Mas hoje tudo mudaria. Ela sabia. Receberia uma carta, ou chegaria alguém ali naquele fim de mundo afastado de tudo, com alguma notícia ou boa sorte. Ou má sorte mesmo, que seria melhor que a continuidade desse estado de estagnação. Alguma morte, alguma revolução, algum sangue ou martírio na noite, alguém que fora esfolado vivo nas vizinhanças ou morto a pedradas pela turba enlouquecida. Qualquer coisa, qualquer desgraça até, seria melhor que isso.

No quarto uma das crianças começara a chorar e ela gritou com mágoa e secura na voz. Ouviu ainda alguns murmúrios, e então tudo silenciou. As crianças, as paredes, os grilos, tudo ficou quieto demais para o gosto dela. Correu até a porta e viu se estavam todos bem. Estavam os cinco amontoados sobre um colchão de casal no chão, assustados demais para não fingirem que dormiam.

Fechou a porta e voltou à sala onde falava consigo. Um murmúrio indistinguível, alto apenas o suficiente para abafar aquele silêncio que vinha de fora. Aquele silêncio que tentava vir e se apoderar de tudo, como o novo senhor de uma casa abandonada.

Ela ouviu as botas na frente da porta de entrada e pode ouvir a batida antes mesmo que a desferissem. Uma, duas, três batidas secas na porta.
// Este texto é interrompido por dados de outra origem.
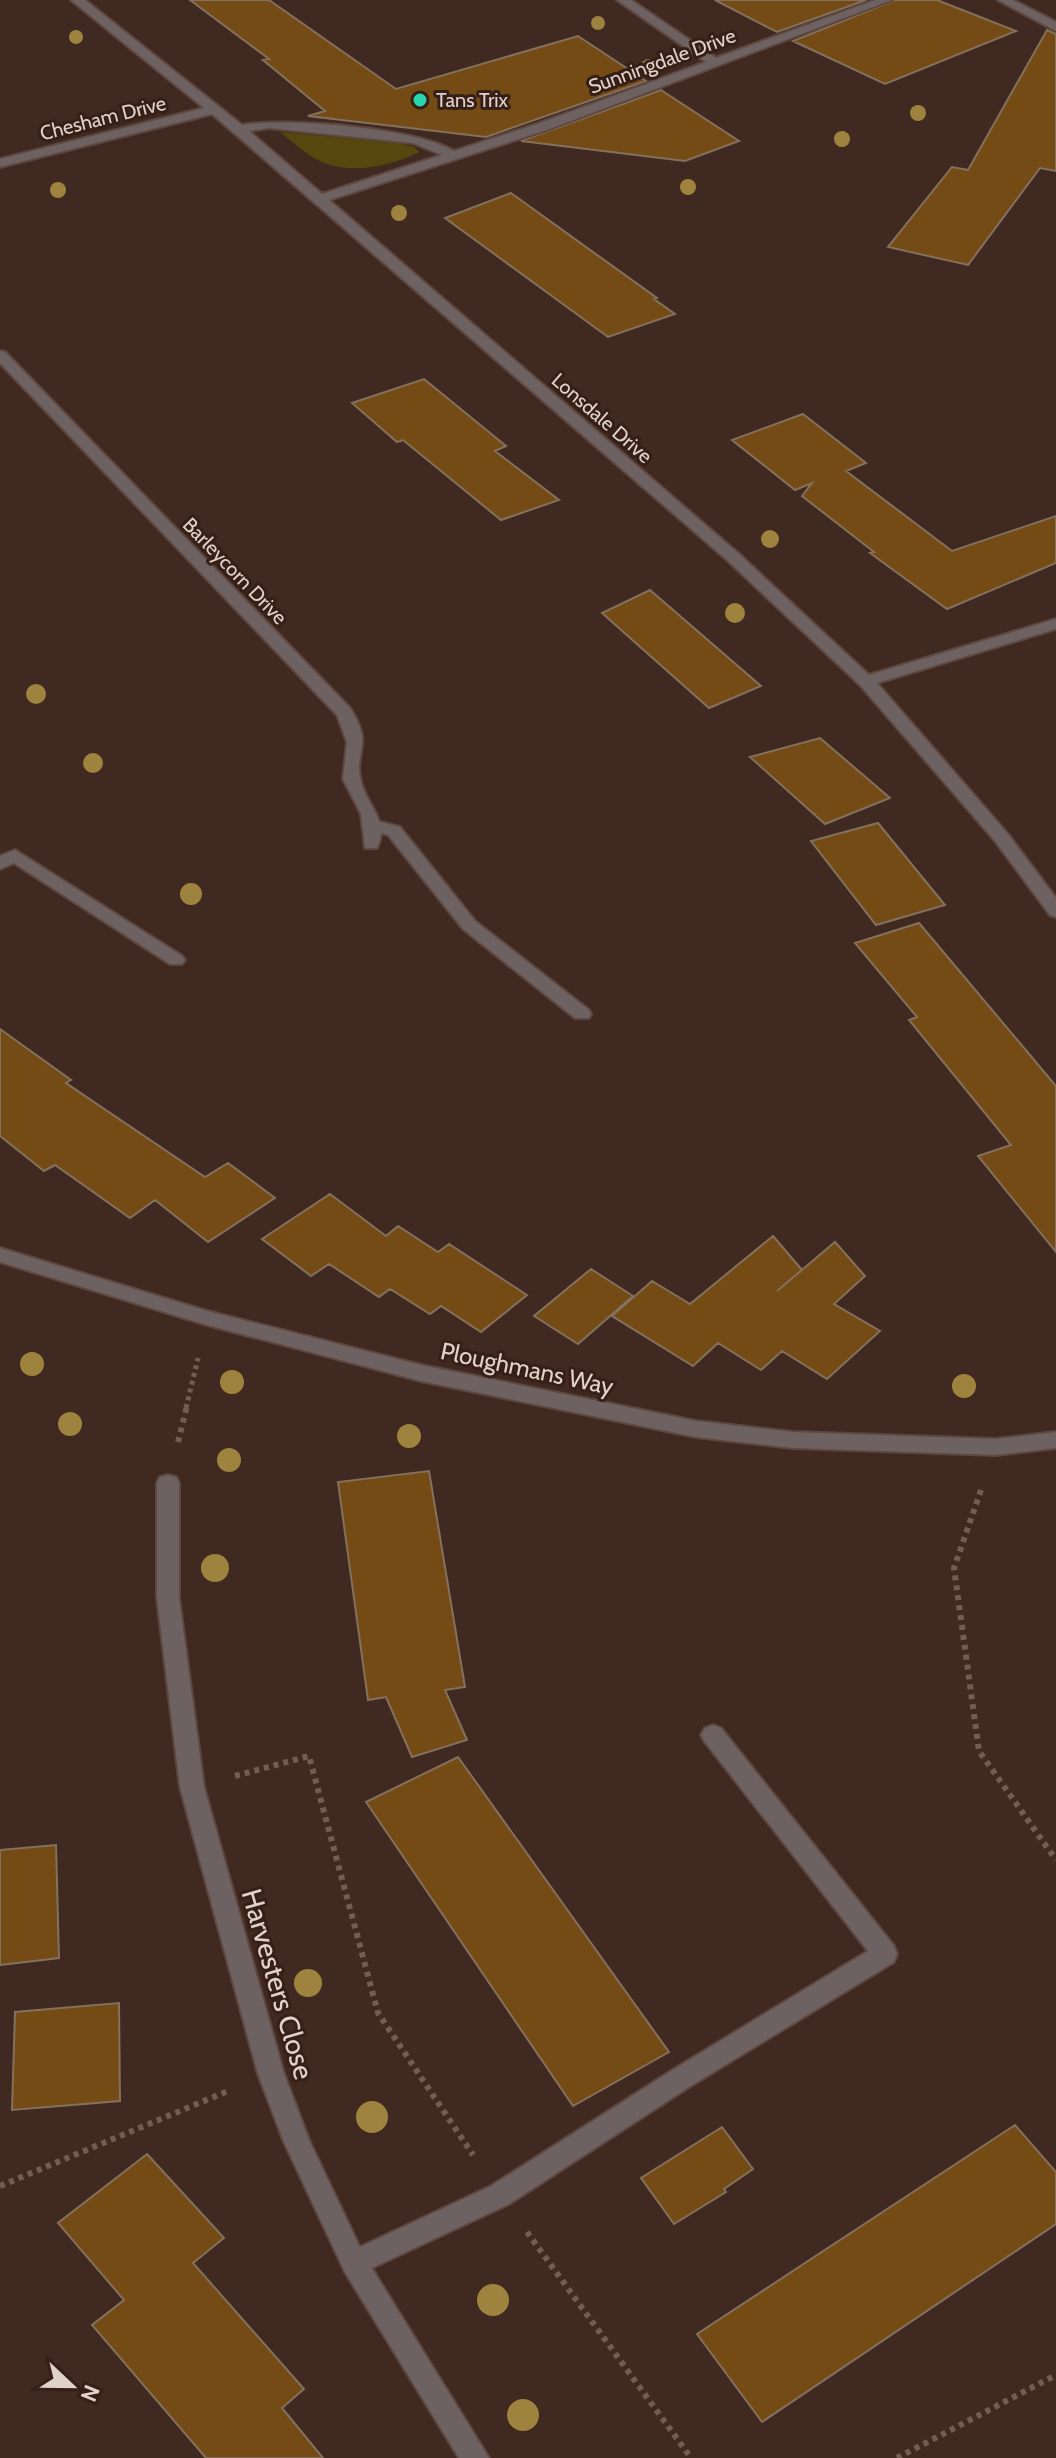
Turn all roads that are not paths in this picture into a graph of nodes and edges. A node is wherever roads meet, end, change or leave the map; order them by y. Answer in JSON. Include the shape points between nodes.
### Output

A primeira coisa que lhe passou na cabeça foi fingir-se de morta, ficar quieta e esperar até que as batidas cessassem e as botas se fossem.

Mas a luz estava acesa e quem quer que estivesse na rua poderia perceber que ela estava acordada, que havia gente em casa. Pensou em ficar quieta até que o mundo acabasse e aquelas botas se fossem para longe. Ouviu novamente as três batidas, mais secas do que antes.

Hoje tudo ia acabar. Afastou-se para uma janela lateral onde a luz não chegava diretamente e tentou espiar da penumbra, para ver o intruso que chegava sem, no entanto, ser vista. Aproximou-se com cuidado e respiração ofegante. Temia que um grito lhe escapasse ou tropeçasse em objeto no caminho que lhe denunciasse a presença ali, naquela sala, ainda desperta.

Dali pôde ouvir novamente outras três batidas, ainda mais altas que das vezes anteriores. As plantas na entrada recobriam parcialmente o sujeito mas pôde, pelas botas, reconhecer que eram de seu cunhado, irmão do marido que há tanto se fora.

Ouviu ainda mais três batidas até que fosse até a porta. Abriu-lhe de ímpeto e perguntou, apressada:

--- E então?

--- Posso entrar? --- perguntou ele após um momento.

Ela indicou o caminho e ele entrou e sentou-se. E ela também sentou-se, embora não tivesse vontade, mas apenas por achar mais adequado, uma vez que ele também fizera o mesmo. Ele fez menção de falar algo e ela ansiosa pôs-se à espera, mas o silêncio que tanto a incomodava naquela noite ficara ainda mais alto e presente. Ele abriu a boca como quem tinha algo a dizer, mas em seguida calou-se.

--- E então? --- Insistiu novamente ela.

--- Acharam o corpo. --- Disse ele por fim, como se acabasse de concluir um longo e penoso discurso.